- [WORK INSTRUCTION]: Whenever a line contains the string "that", copy it out of the entries.

*** Opening of SUPPLIED INFORMATION ***

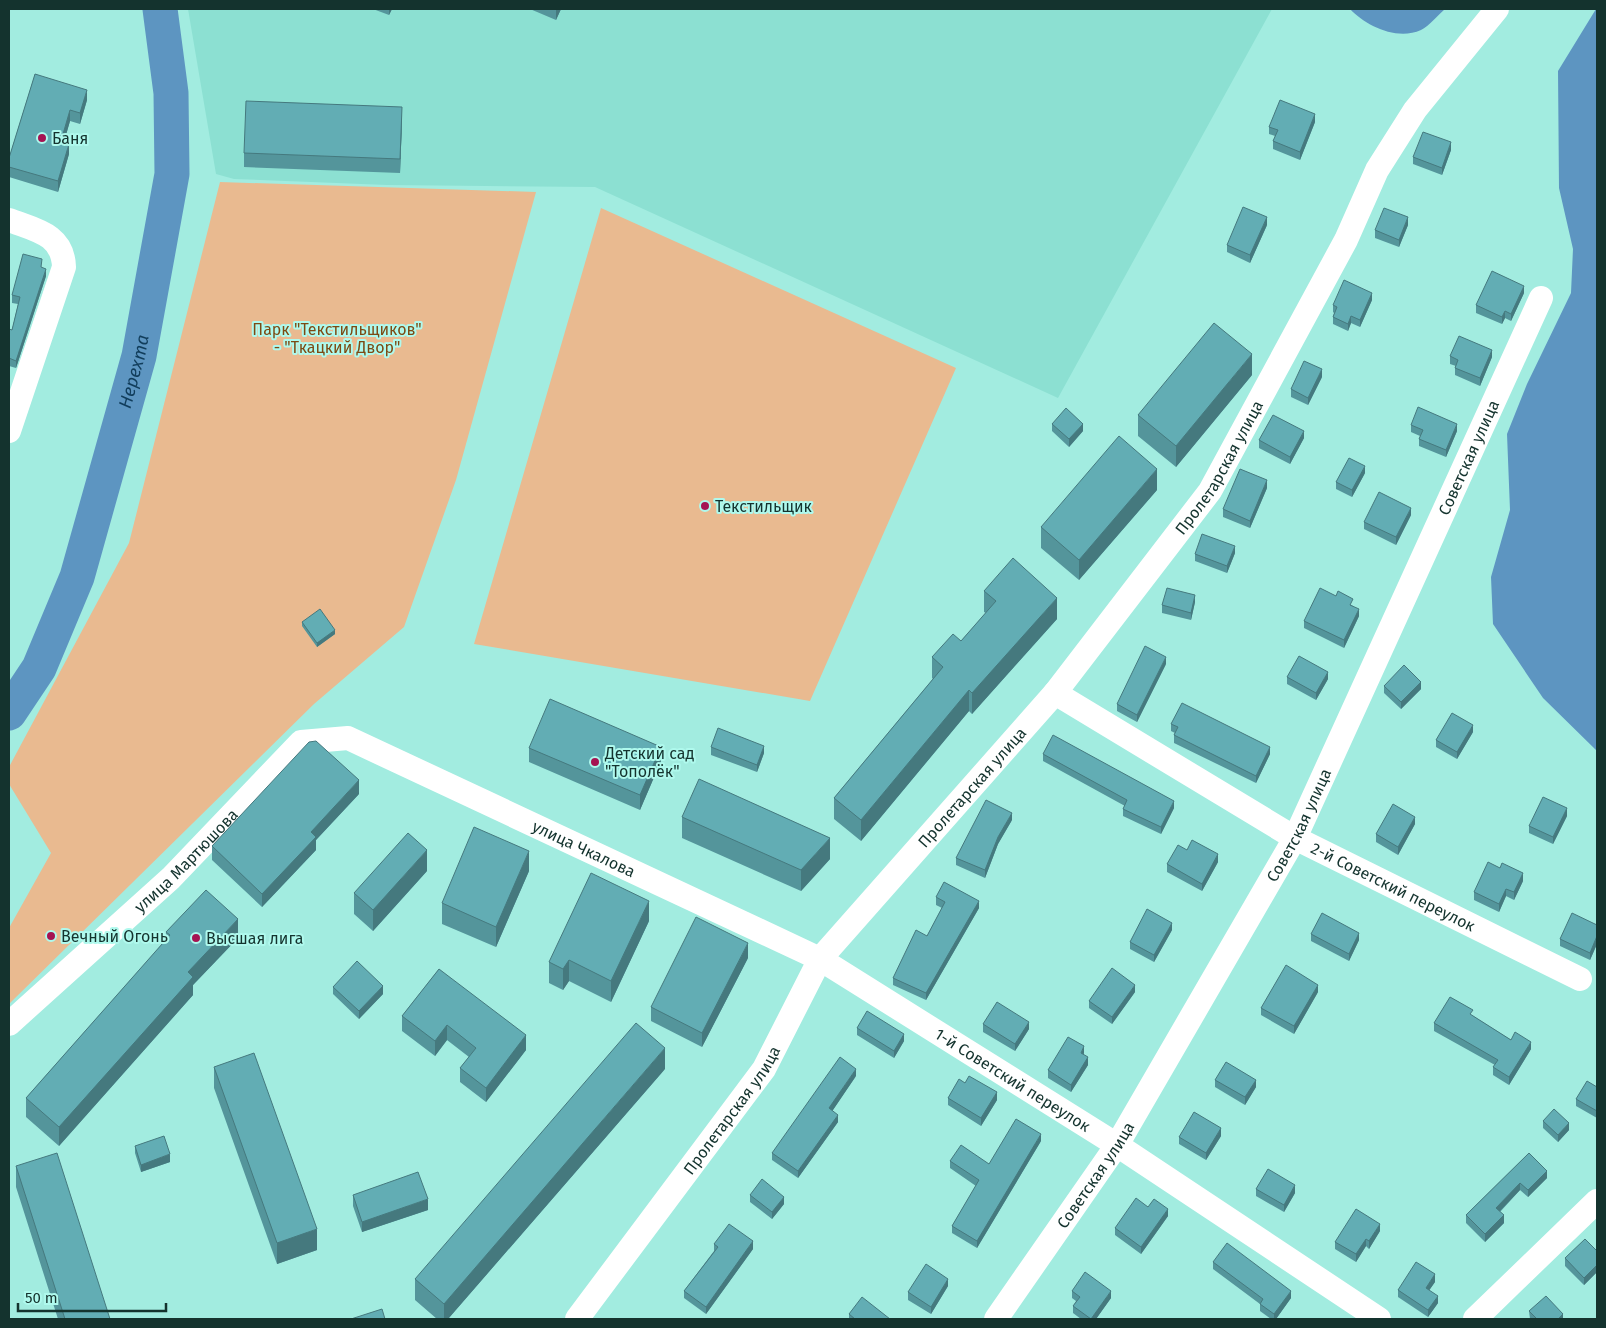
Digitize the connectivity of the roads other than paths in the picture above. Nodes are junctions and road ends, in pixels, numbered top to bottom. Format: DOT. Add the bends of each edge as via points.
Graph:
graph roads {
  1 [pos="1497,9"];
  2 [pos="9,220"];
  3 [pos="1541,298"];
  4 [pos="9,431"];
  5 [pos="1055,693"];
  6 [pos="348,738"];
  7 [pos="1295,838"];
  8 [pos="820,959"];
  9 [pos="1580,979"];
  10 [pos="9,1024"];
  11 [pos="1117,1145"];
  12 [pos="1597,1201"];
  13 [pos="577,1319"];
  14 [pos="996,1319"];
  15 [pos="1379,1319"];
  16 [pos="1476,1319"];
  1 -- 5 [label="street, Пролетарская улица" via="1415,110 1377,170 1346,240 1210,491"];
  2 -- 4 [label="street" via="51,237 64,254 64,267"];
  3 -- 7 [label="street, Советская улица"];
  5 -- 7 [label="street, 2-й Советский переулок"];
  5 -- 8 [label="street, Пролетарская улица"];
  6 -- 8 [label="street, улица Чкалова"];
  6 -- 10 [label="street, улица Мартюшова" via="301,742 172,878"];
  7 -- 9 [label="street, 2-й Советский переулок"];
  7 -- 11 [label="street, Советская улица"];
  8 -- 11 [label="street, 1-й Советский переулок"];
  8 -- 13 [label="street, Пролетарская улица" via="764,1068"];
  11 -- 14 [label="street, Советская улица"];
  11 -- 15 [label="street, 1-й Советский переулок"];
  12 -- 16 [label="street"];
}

*** Close of SUPPLIED INFORMATION ***
*** Opening of SUPPLIED INFORMATION ***

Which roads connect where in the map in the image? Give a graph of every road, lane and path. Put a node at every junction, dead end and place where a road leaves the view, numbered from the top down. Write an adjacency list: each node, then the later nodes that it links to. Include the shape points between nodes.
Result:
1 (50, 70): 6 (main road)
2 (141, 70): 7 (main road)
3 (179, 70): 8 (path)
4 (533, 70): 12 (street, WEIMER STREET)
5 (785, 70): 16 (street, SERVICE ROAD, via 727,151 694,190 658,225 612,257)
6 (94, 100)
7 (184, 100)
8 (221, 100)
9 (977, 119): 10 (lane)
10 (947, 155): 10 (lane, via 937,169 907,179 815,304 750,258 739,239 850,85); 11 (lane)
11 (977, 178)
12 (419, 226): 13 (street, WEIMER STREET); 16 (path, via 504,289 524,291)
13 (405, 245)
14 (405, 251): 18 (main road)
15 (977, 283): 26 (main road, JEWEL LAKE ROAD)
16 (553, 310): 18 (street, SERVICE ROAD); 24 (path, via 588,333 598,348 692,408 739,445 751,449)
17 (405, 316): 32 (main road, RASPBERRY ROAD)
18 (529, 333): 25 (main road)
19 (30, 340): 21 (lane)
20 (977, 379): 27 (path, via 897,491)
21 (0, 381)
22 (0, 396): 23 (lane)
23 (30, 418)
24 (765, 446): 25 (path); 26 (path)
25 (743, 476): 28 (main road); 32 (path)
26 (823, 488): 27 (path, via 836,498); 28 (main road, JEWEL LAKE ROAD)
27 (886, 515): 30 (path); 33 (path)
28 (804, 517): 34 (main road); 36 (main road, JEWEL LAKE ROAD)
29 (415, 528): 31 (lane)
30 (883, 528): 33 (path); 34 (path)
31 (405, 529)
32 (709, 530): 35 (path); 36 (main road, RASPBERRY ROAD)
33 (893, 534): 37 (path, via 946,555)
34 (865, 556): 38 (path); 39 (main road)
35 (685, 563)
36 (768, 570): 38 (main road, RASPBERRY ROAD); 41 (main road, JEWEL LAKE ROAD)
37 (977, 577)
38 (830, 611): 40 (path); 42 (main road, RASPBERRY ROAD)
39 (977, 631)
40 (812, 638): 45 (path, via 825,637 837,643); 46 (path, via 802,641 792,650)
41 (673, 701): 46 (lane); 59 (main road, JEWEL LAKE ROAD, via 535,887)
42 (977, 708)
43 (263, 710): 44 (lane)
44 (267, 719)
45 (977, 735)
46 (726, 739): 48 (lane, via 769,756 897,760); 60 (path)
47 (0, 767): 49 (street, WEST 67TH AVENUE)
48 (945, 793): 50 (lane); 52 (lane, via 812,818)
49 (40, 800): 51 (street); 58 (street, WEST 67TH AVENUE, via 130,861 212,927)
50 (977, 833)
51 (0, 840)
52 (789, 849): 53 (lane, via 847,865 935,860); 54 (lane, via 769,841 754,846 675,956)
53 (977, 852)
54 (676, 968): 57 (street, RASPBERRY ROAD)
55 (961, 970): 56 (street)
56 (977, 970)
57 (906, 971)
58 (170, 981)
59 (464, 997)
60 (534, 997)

*** Close of SUPPLIED INFORMATION ***
*** Opening of SUPPLIED INFORMATION ***

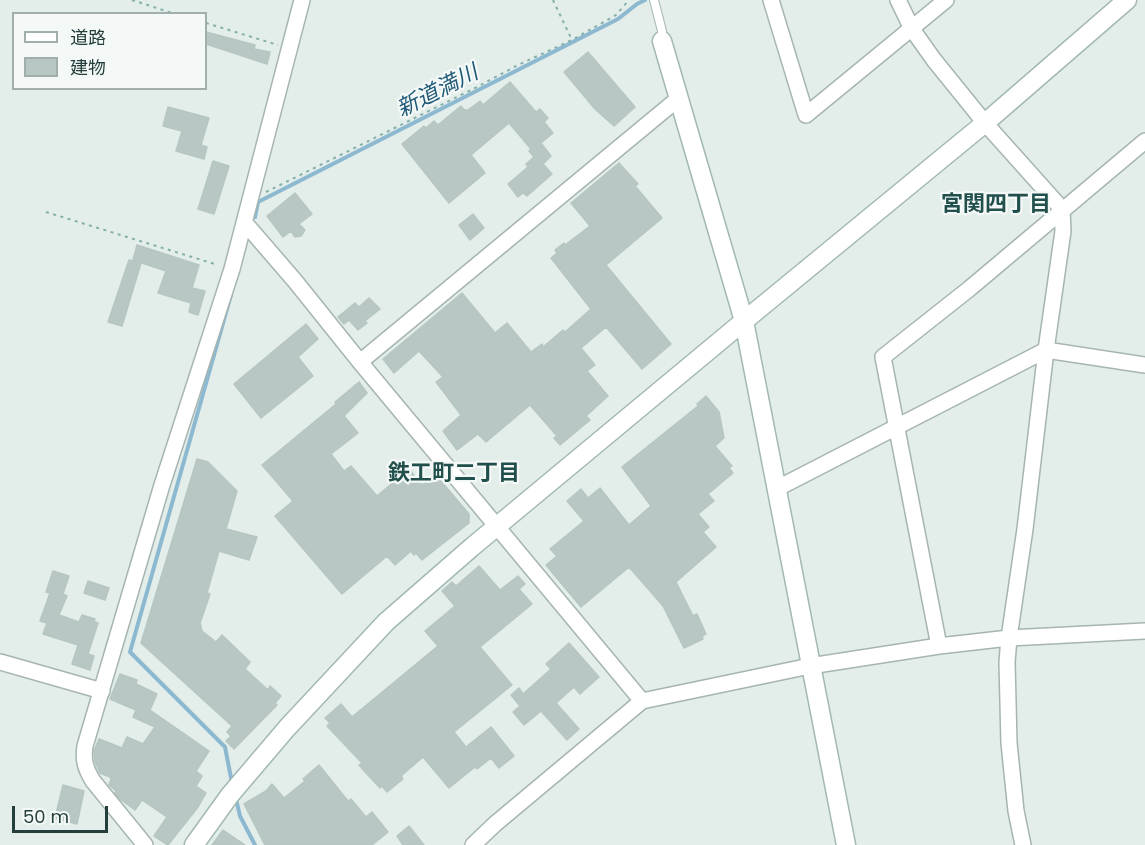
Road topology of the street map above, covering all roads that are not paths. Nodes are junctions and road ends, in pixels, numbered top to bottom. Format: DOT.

*** Close of SUPPLIED INFORMATION ***

- [OUTPUT FOR THIS TASK]:
Which roads connect where in the map in the image? Give a graph of every road, lane and path. Put a node at every junction, dead end and place where a road leaves the view, numbered from the top down. Write an adjacency list: each node, then the later nodes that it links to. Include the shape points between nodes.
Road topology of the street map above, covering all roads that are not paths. Nodes are junctions and road ends, in pixels, numbered top to bottom. Format: DOT.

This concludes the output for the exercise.